- From: Geoff Freed <geoff_freed@wgbh.org>
- Date: Fri, 10 Feb 2012 17:02:50 +0000
- To: Silvia Pfeiffer <silviapfeiffer1@gmail.com>
- CC: "public-texttracks@w3.org" <public-texttracks@w3.org>
Hi, Silvia: In our tests we didn't have problems with latency with the pre-recorded descriptions, but please let me know if you think you're hearing descriptions that are late. Since all this is being done server-side, there's always the possibility that slow connections or congestion will cause a delay. Note that in most of the demos, the descriptions shouldn't step on the program audio. There are a few exceptions: in the Ming clip we have to dodge the chef's non-stop monolog (we specifically included this clip to show how the use of ducking can aid in situations where you must sacrifice some program audio); in Sintel, we play descriptions over the fight scene.
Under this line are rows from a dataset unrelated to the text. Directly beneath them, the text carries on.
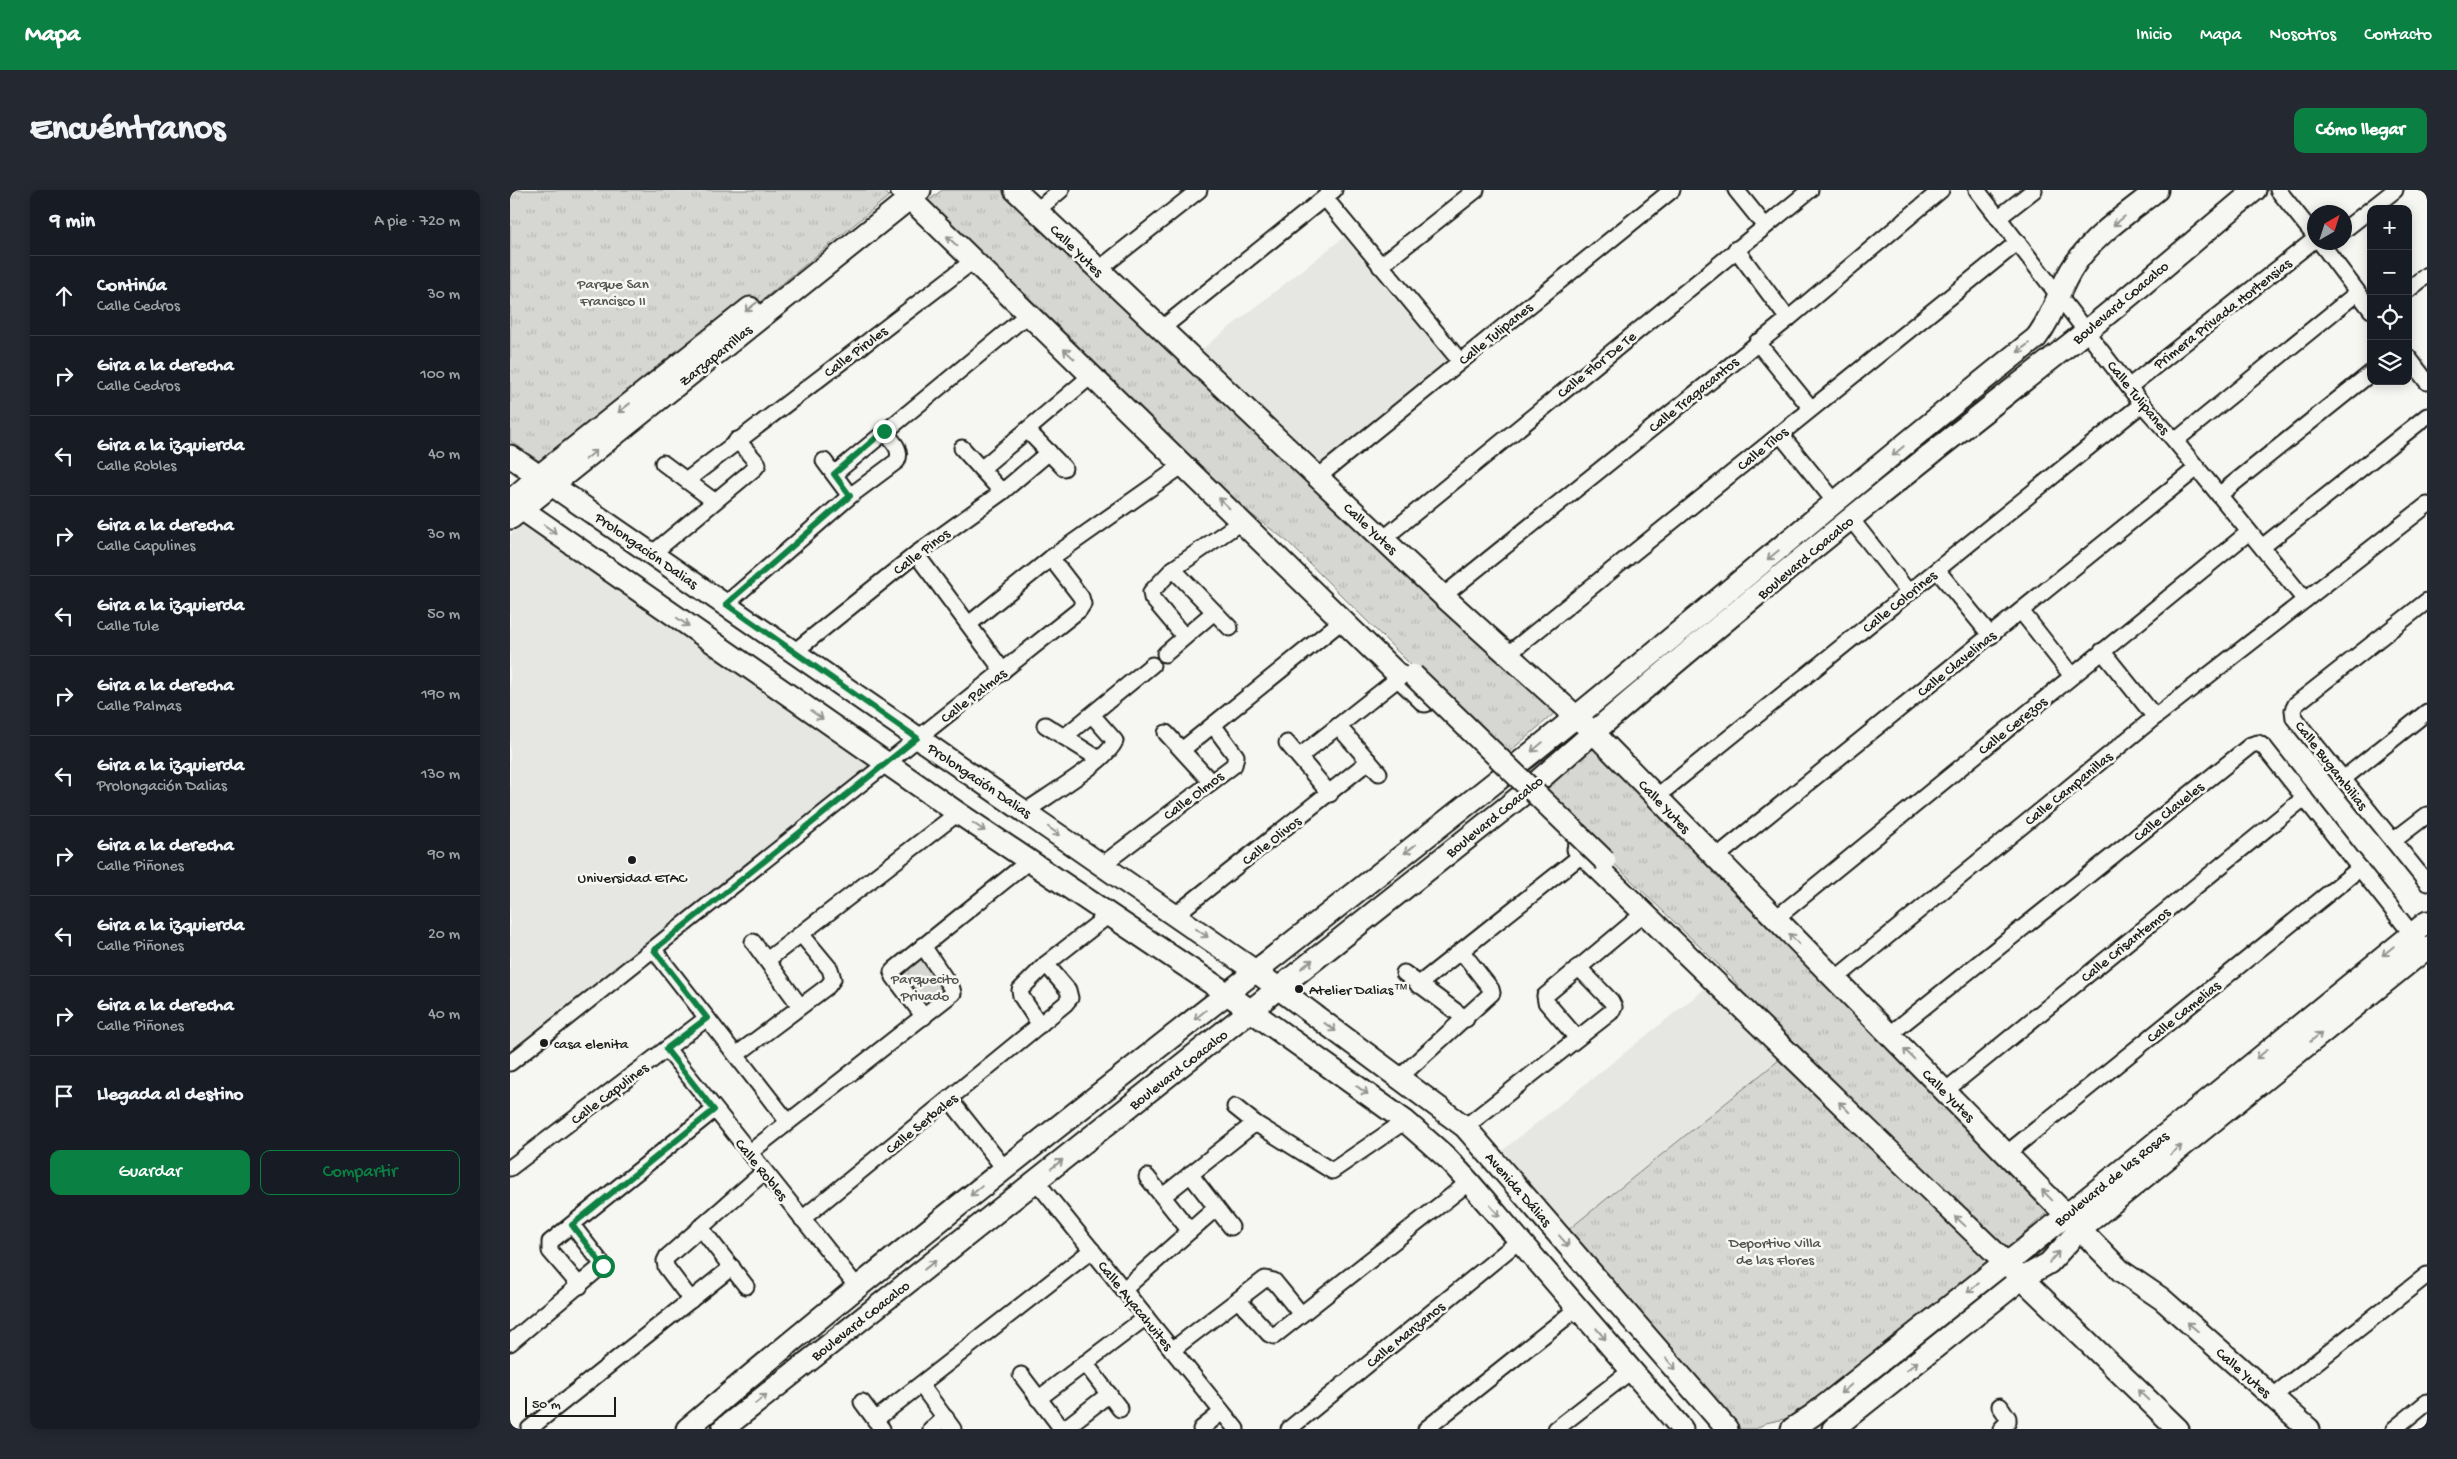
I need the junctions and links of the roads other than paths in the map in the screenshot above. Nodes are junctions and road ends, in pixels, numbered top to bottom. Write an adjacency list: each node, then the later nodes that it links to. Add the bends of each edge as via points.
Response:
1 (1015, 190): 18 (main road, Calle Yutes)
2 (1061, 190): 18 (street)
3 (1199, 190): 30 (street)
4 (1476, 190): 29 (street)
5 (1672, 190): 41 (street, Calle Tulipanes)
6 (1736, 190): 23 (street)
7 (1810, 190): 23 (street, Calle Flor De Te)
8 (1941, 190): 37 (street, Calle Tragacantos)
9 (1977, 190): 20 (street, Calle Tulipanes)
10 (2034, 190): 20 (street)
11 (2157, 190): 34 (main road, Boulevard Coacalco, one-way to 34, via 2091,243)
12 (2255, 190): 39 (main road, Boulevard Coacalco)
13 (2278, 190): 22 (street)
14 (2395, 190): 17 (street)
15 (908, 192): 28 (main road, one-way to 15); 67 (main road, Zarzaparrillas)
16 (1329, 194): 29 (street); 38 (street)
17 (2376, 205)
18 (1036, 210): 30 (main road, Calle Yutes)
19 (2367, 212): 21 (street)
20 (1998, 218): 24 (street, Calle Tulipanes)
21 (2352, 224)
22 (2307, 225)
23 (1765, 226): 25 (street, Calle Flor De Te)
24 (2018, 242): 34 (street, Calle Tulipanes); 48 (street, Calle Tilos)
25 (1736, 249): 37 (street); 78 (street, Calle Flor De Te)
26 (2308, 250): 46 (street, Primera Privada Hortensias)
27 (2326, 250): 33 (street)
28 (973, 261): 36 (main road); 53 (street, Calle Pirules)
29 (1380, 266): 41 (street)
30 (1098, 270): 38 (main road, Calle Yutes)
31 (2427, 275): 32 (street)
32 (2412, 287)
33 (2357, 293): 35 (street); 54 (street)
34 (2057, 295): 39 (street, Calle Tulipanes); 72 (main road, Boulevard Coacalco, one-way to 72, via 2048,320 2036,338)
35 (2367, 305)
36 (1027, 315): 43 (main road, one-way to 36); 51 (street)
37 (1788, 318): 40 (street, Calle Tragacantos)
38 (1161, 329): 65 (main road, Calle Yutes)
39 (2086, 331): 46 (street, Calle Tulipanes); 75 (main road, Boulevard Coacalco)
40 (1757, 342): 48 (street); 86 (street, Calle Tragacantos)
41 (1460, 361): 65 (street, Calle Tulipanes)
42 (2412, 362): 45 (street)
43 (1092, 375): 50 (street); 60 (main road)
44 (2367, 377): 69 (street)
45 (2426, 379)
46 (2130, 386): 47 (street, Calle Tulipanes)
47 (2142, 404): 54 (street, Calle Tulipanes); 84 (street, Calle Colorines)
48 (1810, 407): 52 (street, Calle Tilos)
49 (2427, 416): 79 (street)
50 (1027, 430): 56 (street); 63 (street)
51 (884, 431): 64 (street); 70 (street, via 900,456)
52 (1780, 434): 72 (street); 100 (street, Calle Tilos)
53 (737, 440): 66 (street, Calle Pirules); 71 (street, via 758,464)
54 (2175, 441): 62 (street, Calle Tulipanes)
55 (962, 448): 63 (street)
56 (1049, 452): 61 (street); 68 (street, Calle Pinos)
57 (510, 456): 67 (main road, Prolongación Dalias)
58 (824, 461): 64 (street)
59 (663, 463): 66 (street)
60 (1183, 465): 76 (main road, one-way to 60); 82 (street)
61 (1064, 468)
62 (2197, 468): 69 (street, Calle Tulipanes); 90 (street, Calle Clavelinas)
63 (981, 469): 68 (street)
64 (834, 474): 70 (street)
65 (1318, 477): 78 (main road, Calle Yutes)
66 (686, 480): 71 (street)
67 (546, 481): 74 (main road, Zarzaparrillas); 80 (main road, Prolongación Dalias)
68 (1002, 492): 81 (street, Calle Pinos)
69 (2219, 495): 77 (street, Calle Tulipanes)
70 (850, 496): 89 (street)
71 (714, 501): 80 (street)
72 (1836, 502): 107 (main road, Boulevard Coacalco, one-way to 107)
73 (2427, 505): 87 (street, Calle Campanillas)
74 (513, 508): 120 (main road, one-way to 120)
75 (1851, 519): 85 (street); 112 (main road, Boulevard Coacalco)
76 (1246, 525): 83 (street); 92 (main road); 103 (main road, via 1315,580)
77 (2249, 532): 79 (street, Calle Tulipanes); 97 (street, Calle Cerezos)
78 (1383, 539): 86 (main road, Calle Yutes)
79 (2262, 547): 87 (street, Calle Tulipanes)
80 (653, 553): 89 (main road, Prolongación Dalias)
81 (916, 554): 93 (street); 98 (street, Calle Pinos)
82 (1051, 558): 93 (street); 102 (street, Calle Palmas, via 1083,604)
83 (1172, 569): 91 (street); 95 (street, via 1154,586 1152,598)
84 (1938, 570): 85 (street, Calle Colorines); 96 (street)
85 (1909, 593): 126 (street, Calle Colorines)
86 (1443, 596): 100 (main road, Calle Yutes)
87 (2305, 600): 108 (street, Calle Campanillas)
88 (2427, 600): 122 (street, Calle Bugambilias, via 2296,704 2293,710 2294,718)
89 (726, 604): 98 (main road, Prolongación Dalias)
90 (2020, 610): 96 (street, Calle Clavelinas); 104 (street)
91 (1214, 612): 94 (street); 95 (street)
92 (1342, 620): 103 (main road); 110 (street)
93 (969, 624): 102 (street)
94 (1230, 628)
95 (1184, 636): 99 (street)
96 (1991, 636): 133 (street, Calle Clavelinas)
97 (2102, 651): 104 (street, Calle Cerezos); 108 (street)
98 (794, 652): 115 (main road, Prolongación Dalias)
99 (1165, 654)
100 (1507, 655): 107 (main road, Calle Yutes)
101 (1152, 665): 106 (street)
102 (1003, 671): 115 (street, Calle Palmas)
103 (1406, 676): 111 (street); 121 (main road); 164 (main road, bridge, via 1721,972)
104 (2072, 676): 141 (street, Calle Cerezos)
105 (2427, 712): 122 (street)
106 (1092, 715): 114 (street); 119 (street, via 1115,741)
107 (1575, 716): 112 (main road, Calle Yutes); 121 (main road, Boulevard Coacalco, one-way to 121)
108 (2155, 717): 154 (street, Calle Campanillas)
109 (1045, 725): 114 (street)
110 (1213, 725): 117 (street); 123 (street, Calle Olmos, via 1236,756 1236,761)
111 (1338, 726): 118 (street); 124 (street, Calle Olivos, via 1374,767)
112 (1593, 732): 125 (main road, Boulevard Coacalco); 126 (main road, Calle Yutes)
113 (1166, 733): 117 (street)
114 (1064, 737): 119 (street)
115 (917, 738): 120 (street, Calle Palmas); 128 (main road, Prolongación Dalias)
116 (1287, 742): 118 (street)
117 (1183, 749): 123 (street)
118 (1299, 757): 124 (street)
119 (1099, 759): 128 (street)
120 (887, 764): 129 (main road); 146 (street, Calle Palmas)
121 (1502, 776): 125 (main road); 152 (main road, Boulevard Coacalco, one-way to 152)
122 (2343, 779): 131 (street, Calle Bugambilias)
123 (1210, 781): 135 (street, Calle Olmos)
124 (1330, 794): 140 (street, Calle Olivos)
125 (1522, 794): 132 (main road); 156 (main road, Boulevard Coacalco, one-way to 125)
126 (1656, 797): 133 (main road, Calle Yutes)
127 (2304, 798): 136 (street, Calle Claveles); 165 (street, Calle Claveles, via 2264,747 2258,743 2251,745); 171 (street, Calle Crisantemos)
128 (1026, 811): 135 (main road, Prolongación Dalias, one-way to 135)
129 (958, 813): 134 (main road, one-way to 134); 143 (street)
130 (2427, 815): 131 (street)
131 (2393, 841): 137 (street, Calle Bugambilias)
132 (1583, 854): 139 (main road); 147 (street)
133 (1715, 858): 141 (main road, Calle Yutes)
134 (1029, 861): 138 (main road); 145 (street)
135 (1102, 865): 140 (main road, Prolongación Dalias)
136 (2360, 868): 142 (street, Calle Claveles); 180 (street, Calle Camelias)
137 (2427, 883)
138 (1110, 914): 150 (street); 157 (main road)
139 (1643, 914): 151 (street); 164 (main road)
140 (1175, 915): 152 (main road, Prolongación Dalias, one-way to 152)
141 (1775, 919): 154 (main road, Calle Yutes, one-way to 141)
142 (2419, 927): 148 (street, Calle Claveles); 191 (main road, Boulevard de las Rosas, one-way to 191)
143 (801, 934): 149 (street); 158 (street, via 830,970 833,979)
144 (753, 942): 149 (street)
145 (923, 946): 160 (street, via 953,993); 160 (street, via 892,972)
146 (654, 950): 161 (street); 169 (street, Calle Palmas)
147 (1462, 952): 155 (street); 162 (street, via 1491,988 1492,994)
148 (2425, 952): 191 (main road, Boulevard de las Rosas, one-way to 148)
149 (767, 960): 158 (street)
150 (1046, 964): 163 (street, via 1020,990); 163 (street, Calle Serbales, via 1068,990 1070,998)
151 (1578, 968): 166 (street, via 1545,996 1546,1002); 166 (street, via 1614,1007)
152 (1255, 971): 156 (main road, Prolongación Dalias); 157 (main road, Boulevard Coacalco)
153 (1404, 973): 155 (street)
154 (1834, 980): 165 (main road, Calle Yutes)
155 (1418, 985): 162 (street)
156 (1276, 988): 159 (main road, Boulevard Coacalco); 170 (main road, Avenida Dálias, one-way to 170)
157 (1226, 993): 159 (main road); 182 (main road, Boulevard Coacalco, one-way to 182, via 1100,1096)
158 (800, 1006): 168 (street)
159 (1251, 1011): 175 (main road, one-way to 175); 186 (main road, Boulevard Coacalco, one-way to 159)
160 (924, 1017): 176 (street)
161 (707, 1018): 167 (street, Calle Capulines); 168 (street)
162 (1466, 1019): 170 (street)
163 (1040, 1025): 172 (street, Calle Serbales)
164 (1761, 1025): 198 (main road, one-way to 164)
165 (1889, 1035): 171 (main road, Calle Yutes, one-way to 165)
166 (1577, 1038): 178 (street)
167 (666, 1049): 174 (street, Calle Robles); 181 (street, Calle Capulines)
168 (736, 1055): 176 (street)
169 (510, 1063)
170 (1400, 1077): 178 (main road, Avenida Dálias)
171 (1945, 1091): 180 (main road, Calle Yutes)
172 (950, 1100): 182 (street); 190 (street, Calle Serbales)
173 (1235, 1107): 177 (street)
174 (714, 1110): 179 (street, Calle Robles); 192 (street)
175 (1405, 1121): 177 (street, via 1332,1171); 187 (main road)
176 (788, 1122): 179 (street)
177 (1255, 1123): 184 (street)
178 (1465, 1127): 238 (main road, Avenida Dálias, one-way to 238)
179 (749, 1153): 183 (street, Calle Robles)
180 (2006, 1154): 191 (main road, Calle Yutes, one-way to 180)
181 (510, 1168)
182 (1004, 1168): 204 (main road, Boulevard Coacalco, one-way to 204)
183 (764, 1172): 190 (street, Calle Robles); 194 (street)
184 (1190, 1174): 188 (street); 189 (street)
185 (1148, 1177): 188 (street)
186 (1036, 1181): 197 (street, Calle Ayacahuites); 230 (main road, Boulevard Coacalco, one-way to 186)
187 (1469, 1182): 196 (main road, one-way to 196); 209 (street)
188 (1163, 1196): 195 (street)
189 (1216, 1208): 193 (street); 195 (street)
190 (802, 1219): 204 (street, Calle Robles)
191 (2073, 1221): 198 (main road, Boulevard de las Rosas); 201 (main road, Boulevard de las Rosas, one-way to 191, via 2049,1263); 218 (main road, Calle Yutes, one-way to 191, via 2162,1299 2122,1271)
192 (572, 1225): 202 (street, via 603,1266); 202 (street, via 548,1247)
193 (1231, 1227)
194 (700, 1228): 199 (street); 206 (street, via 665,1261)
195 (1190, 1231): 205 (street)
196 (1520, 1240): 208 (main road); 235 (street, Calle Manzanos)
197 (1092, 1250): 205 (street, Calle Ayacahuites); 216 (street)
198 (2004, 1263): 201 (main road); 239 (main road, Boulevard de las Rosas, one-way to 239)
199 (732, 1267): 203 (street); 206 (street)
200 (2427, 1275): 218 (street)
201 (2021, 1279): 240 (main road, Boulevard de las Rosas, one-way to 201); 242 (main road, one-way to 201)
202 (580, 1286): 211 (street)
203 (746, 1286)
204 (858, 1288): 229 (main road, Boulevard Coacalco)
205 (1123, 1290): 210 (street, Calle Ayacahuites)
206 (691, 1300): 228 (street)
207 (1238, 1300): 209 (street, via 1265,1279 1270,1279); 209 (street, via 1274,1336); 212 (street)
208 (1579, 1307): 214 (main road, one-way to 214); 236 (street)
209 (1301, 1314)
210 (1146, 1318): 212 (street, Calle Ayacahuites); 213 (street)
211 (510, 1343)
212 (1172, 1350): 224 (street, Calle Ayacahuites)
213 (1085, 1363): 217 (street); 219 (street)
214 (1632, 1370): 227 (street); 237 (main road)
215 (1021, 1375): 219 (street)
216 (921, 1385): 225 (street); 226 (street)
217 (1109, 1394): 223 (street); 232 (street)
218 (2272, 1397): 243 (main road, Calle Yutes)
219 (1038, 1399): 232 (street)
220 (862, 1402): 226 (street)
221 (2427, 1402): 244 (street)
222 (2000, 1406): 241 (street, via 2008,1418)
223 (1120, 1409)
224 (1222, 1412): 233 (street); 234 (street, Calle Ayacahuites)
225 (949, 1424): 231 (street)
226 (878, 1425)
227 (1565, 1426)
228 (529, 1429)
229 (687, 1429)
230 (723, 1429)
231 (931, 1429)
232 (1063, 1429)
233 (1202, 1429)
234 (1236, 1429)
235 (1289, 1429)
236 (1426, 1429)
237 (1682, 1429)
238 (1727, 1429)
239 (1792, 1429)
240 (1833, 1429)
241 (2002, 1429)
242 (2178, 1429)
243 (2309, 1429)
244 (2394, 1429)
I agree that client-side processing is definitely worth some research and experimentation. Geoff/NCAM On 2/9/12 4:35 PM, "Silvia Pfeiffer" <silviapfeiffer1@gmail.com> wrote: >Hi Geoff, > >That is indeed very interesting. I'd be curious how you're going with >the pre-recorded pieces and the download speed - is it fast enough? My >suspicion is that doing the synthesis on the client will lead to a >much more responsive system, but it'd be good to get that confirmed >with actual experiments. > >Regards, >Silvia. > >On Thu, Feb 9, 2012 at 11:46 PM, Geoff Freed <geoff_freed@wgbh.org> wrote: >> >> Hello, everybody: >> >> IBM-Research Tokyo recently partnered with the Carl and Ruth Shapiro >>Family >> National Center for Accessible Media (NCAM) at WGBH to research ways to >> deliver online audio descriptions using text-to-speech (TTS) methods. >>IBM >> and NCAM explored two approaches which exploit new HTML5 media elements, >> Javascript and TTML: >> >> -- Writing and time-stamping a description script, then delivering the >> descriptions as hidden text in real time in such a way that a user's >>screen >> reader will read them aloud. The descriptions remain otherwise >>invisible and >> inaudible to non-screen-reader users. >> -- Writing and time-stamping descriptions, then recording them using TTS >> technology. At the time of playback, each description is individually >> retrieved and played aloud at intervals corresponding to the >>time-stamped >> script. >> >> Visit http://ncamftp.wgbh.org/ibm/dvs/ to learn more about the project, >>view >> the demonstration models and download the code to see how it works. >> >> Thanks. >> Geoff Freed >> WGBH/NCAM >> (with apologies for cross-posts) >>
Received on Friday, 10 February 2012 17:03:29 UTC